In this document read the section "Meters operating at elevated pressures" to the point where it says "at the burner tip". It is written that if the meter is operating at 1 PSIG or above then pressure factor should be used. The example says that the meter is operating @ 2 PSIG. (Sorry, I have lost my thread of thought. Why doesn't gas company supply @ <= 1 PSIG )

Q3:
Your gas bill will also probably list GCV value. GCV stands for "Gross Caloric Value" and has a unit of BTU/SCF.

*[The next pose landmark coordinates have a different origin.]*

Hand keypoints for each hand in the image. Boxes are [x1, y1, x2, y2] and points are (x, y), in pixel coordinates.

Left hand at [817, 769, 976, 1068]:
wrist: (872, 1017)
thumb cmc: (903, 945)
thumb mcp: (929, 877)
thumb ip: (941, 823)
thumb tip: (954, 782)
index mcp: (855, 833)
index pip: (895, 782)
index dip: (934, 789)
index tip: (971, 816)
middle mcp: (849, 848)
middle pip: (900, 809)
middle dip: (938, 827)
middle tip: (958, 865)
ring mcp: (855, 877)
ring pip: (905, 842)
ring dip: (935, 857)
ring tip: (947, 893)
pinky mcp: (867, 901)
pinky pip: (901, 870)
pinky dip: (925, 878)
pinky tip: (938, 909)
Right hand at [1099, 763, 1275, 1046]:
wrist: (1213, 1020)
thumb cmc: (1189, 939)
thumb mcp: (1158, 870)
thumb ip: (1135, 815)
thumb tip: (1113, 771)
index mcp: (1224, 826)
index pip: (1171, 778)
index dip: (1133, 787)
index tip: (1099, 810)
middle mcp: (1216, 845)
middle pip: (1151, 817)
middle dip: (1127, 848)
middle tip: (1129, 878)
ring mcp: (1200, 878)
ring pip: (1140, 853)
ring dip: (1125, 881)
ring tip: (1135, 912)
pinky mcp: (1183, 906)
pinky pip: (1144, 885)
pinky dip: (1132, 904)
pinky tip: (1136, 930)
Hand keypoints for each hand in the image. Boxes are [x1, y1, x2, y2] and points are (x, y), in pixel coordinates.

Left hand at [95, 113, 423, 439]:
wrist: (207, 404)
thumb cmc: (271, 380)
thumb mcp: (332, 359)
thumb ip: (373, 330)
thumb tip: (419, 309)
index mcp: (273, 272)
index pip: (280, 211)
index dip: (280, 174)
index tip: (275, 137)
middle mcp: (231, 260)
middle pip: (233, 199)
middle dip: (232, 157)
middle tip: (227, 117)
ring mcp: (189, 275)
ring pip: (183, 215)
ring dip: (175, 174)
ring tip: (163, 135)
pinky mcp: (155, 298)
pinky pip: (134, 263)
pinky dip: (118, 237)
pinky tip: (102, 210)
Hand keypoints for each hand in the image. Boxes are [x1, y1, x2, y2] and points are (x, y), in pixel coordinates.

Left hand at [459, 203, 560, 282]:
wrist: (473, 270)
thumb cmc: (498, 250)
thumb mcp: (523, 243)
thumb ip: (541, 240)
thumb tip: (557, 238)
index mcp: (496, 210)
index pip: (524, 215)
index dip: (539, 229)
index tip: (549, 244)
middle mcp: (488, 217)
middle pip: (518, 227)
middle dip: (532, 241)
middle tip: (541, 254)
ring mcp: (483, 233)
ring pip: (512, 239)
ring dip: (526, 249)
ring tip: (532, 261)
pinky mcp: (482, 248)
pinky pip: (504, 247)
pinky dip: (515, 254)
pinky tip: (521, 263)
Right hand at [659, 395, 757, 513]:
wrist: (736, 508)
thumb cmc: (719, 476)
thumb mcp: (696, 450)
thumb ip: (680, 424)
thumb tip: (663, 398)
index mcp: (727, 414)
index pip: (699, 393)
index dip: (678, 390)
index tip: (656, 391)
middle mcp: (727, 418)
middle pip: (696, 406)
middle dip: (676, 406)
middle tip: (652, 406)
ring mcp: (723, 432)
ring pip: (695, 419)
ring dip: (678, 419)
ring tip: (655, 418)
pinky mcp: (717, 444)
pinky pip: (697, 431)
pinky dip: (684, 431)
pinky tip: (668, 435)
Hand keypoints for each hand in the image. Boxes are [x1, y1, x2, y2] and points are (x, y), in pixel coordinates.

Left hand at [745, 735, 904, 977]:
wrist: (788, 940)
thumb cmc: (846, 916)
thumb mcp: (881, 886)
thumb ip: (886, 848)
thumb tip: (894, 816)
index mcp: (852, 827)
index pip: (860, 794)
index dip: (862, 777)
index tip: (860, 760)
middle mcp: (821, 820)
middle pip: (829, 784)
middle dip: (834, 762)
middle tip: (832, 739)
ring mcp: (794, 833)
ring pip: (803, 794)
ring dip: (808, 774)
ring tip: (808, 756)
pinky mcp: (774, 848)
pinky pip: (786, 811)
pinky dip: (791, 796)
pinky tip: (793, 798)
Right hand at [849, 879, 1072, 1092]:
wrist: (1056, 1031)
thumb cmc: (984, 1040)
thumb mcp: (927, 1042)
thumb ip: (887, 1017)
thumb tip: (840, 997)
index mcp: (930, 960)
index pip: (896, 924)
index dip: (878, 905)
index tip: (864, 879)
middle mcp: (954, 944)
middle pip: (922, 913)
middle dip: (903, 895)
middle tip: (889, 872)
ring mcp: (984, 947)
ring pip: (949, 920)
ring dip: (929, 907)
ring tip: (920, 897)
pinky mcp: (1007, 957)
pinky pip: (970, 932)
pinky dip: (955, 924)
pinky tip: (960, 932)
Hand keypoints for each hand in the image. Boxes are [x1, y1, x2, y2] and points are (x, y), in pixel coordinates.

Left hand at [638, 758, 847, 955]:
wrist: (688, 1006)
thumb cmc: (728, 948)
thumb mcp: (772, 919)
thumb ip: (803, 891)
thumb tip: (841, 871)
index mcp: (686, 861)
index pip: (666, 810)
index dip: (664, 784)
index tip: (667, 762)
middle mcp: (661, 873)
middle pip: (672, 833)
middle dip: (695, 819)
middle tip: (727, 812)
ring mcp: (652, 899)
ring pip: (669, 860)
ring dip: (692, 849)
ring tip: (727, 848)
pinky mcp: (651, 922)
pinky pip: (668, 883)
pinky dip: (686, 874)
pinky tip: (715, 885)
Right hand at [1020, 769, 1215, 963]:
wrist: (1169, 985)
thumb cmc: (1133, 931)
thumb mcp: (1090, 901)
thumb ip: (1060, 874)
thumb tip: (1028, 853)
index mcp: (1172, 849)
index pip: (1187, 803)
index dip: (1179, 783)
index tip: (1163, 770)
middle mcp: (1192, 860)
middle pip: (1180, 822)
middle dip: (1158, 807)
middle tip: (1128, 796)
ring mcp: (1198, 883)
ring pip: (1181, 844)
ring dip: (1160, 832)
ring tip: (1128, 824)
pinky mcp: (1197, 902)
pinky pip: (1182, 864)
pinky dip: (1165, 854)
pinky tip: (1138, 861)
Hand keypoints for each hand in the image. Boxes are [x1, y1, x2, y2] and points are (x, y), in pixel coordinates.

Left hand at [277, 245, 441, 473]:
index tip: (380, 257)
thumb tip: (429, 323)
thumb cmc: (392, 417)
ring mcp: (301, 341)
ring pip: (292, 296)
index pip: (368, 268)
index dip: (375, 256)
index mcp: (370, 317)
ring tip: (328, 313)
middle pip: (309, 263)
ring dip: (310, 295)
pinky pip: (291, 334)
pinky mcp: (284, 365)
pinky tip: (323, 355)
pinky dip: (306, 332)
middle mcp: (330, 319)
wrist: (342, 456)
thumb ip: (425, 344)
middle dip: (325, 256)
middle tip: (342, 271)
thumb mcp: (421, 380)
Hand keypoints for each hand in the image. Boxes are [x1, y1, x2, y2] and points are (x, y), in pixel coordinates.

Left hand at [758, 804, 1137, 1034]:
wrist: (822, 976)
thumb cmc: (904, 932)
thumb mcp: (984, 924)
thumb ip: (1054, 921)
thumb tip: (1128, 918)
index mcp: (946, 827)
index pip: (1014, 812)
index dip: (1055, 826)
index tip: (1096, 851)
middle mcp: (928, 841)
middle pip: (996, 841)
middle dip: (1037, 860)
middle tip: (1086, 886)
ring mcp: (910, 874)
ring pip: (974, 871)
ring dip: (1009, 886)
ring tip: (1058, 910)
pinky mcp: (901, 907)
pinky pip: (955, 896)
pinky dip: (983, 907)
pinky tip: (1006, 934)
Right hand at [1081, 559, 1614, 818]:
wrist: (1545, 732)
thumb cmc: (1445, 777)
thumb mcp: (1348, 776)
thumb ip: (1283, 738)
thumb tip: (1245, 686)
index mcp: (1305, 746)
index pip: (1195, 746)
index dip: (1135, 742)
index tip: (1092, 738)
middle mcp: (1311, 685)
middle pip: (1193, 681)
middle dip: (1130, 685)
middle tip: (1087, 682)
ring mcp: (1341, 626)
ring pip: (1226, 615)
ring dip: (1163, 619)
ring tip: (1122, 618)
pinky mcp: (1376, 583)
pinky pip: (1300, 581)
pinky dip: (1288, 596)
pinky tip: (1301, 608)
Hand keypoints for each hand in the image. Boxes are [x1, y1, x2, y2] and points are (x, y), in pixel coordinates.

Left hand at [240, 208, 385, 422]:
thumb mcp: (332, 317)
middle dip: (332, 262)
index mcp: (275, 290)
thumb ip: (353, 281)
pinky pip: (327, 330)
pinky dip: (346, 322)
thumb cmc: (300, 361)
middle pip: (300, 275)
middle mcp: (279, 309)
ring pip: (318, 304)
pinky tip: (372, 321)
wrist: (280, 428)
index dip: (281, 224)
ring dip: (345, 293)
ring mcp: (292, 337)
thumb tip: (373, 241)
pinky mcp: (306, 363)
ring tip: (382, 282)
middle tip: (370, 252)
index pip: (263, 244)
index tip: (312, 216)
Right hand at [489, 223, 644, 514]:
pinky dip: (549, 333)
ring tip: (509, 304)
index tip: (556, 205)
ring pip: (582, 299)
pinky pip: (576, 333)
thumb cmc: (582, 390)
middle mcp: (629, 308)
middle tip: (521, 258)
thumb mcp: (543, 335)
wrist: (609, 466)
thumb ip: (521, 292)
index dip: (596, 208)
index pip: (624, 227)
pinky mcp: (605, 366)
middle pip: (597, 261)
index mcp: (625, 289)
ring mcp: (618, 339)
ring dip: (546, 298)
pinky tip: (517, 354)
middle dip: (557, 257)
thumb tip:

This page lists caloric value for different substances. The caloric value of natural gas or methane should lie somewhere between 911 and 1012. This page explains the difference between gross caloric value and net caloric value.

The British thermal unit (BTU or Btu) is a traditional unit of energy equal to about 1055 joules. It is the amount of energy needed to cool or heat one pound of water by one degree Fahrenheit (Physical analogue; one four inch, wooden kitchen match consumed completely generates 1 BTU). A temperature difference of 1°F is the equivalent of a temperature difference 0.556°C. Therefore, it can be written that one BTU is the amount of energy needed to cool or heat one pound of water by 0.556°C.

SCF stands for Standard Cubic Feet. A standard cubic foot of gas is defined as a cubic foot at a temperature of 21 ºC (70 ºF) and a pressure of 101.35 kilopascals (14.696 psia)". [1][2] Other base pressures and temperatures are sometimes used as well.[2]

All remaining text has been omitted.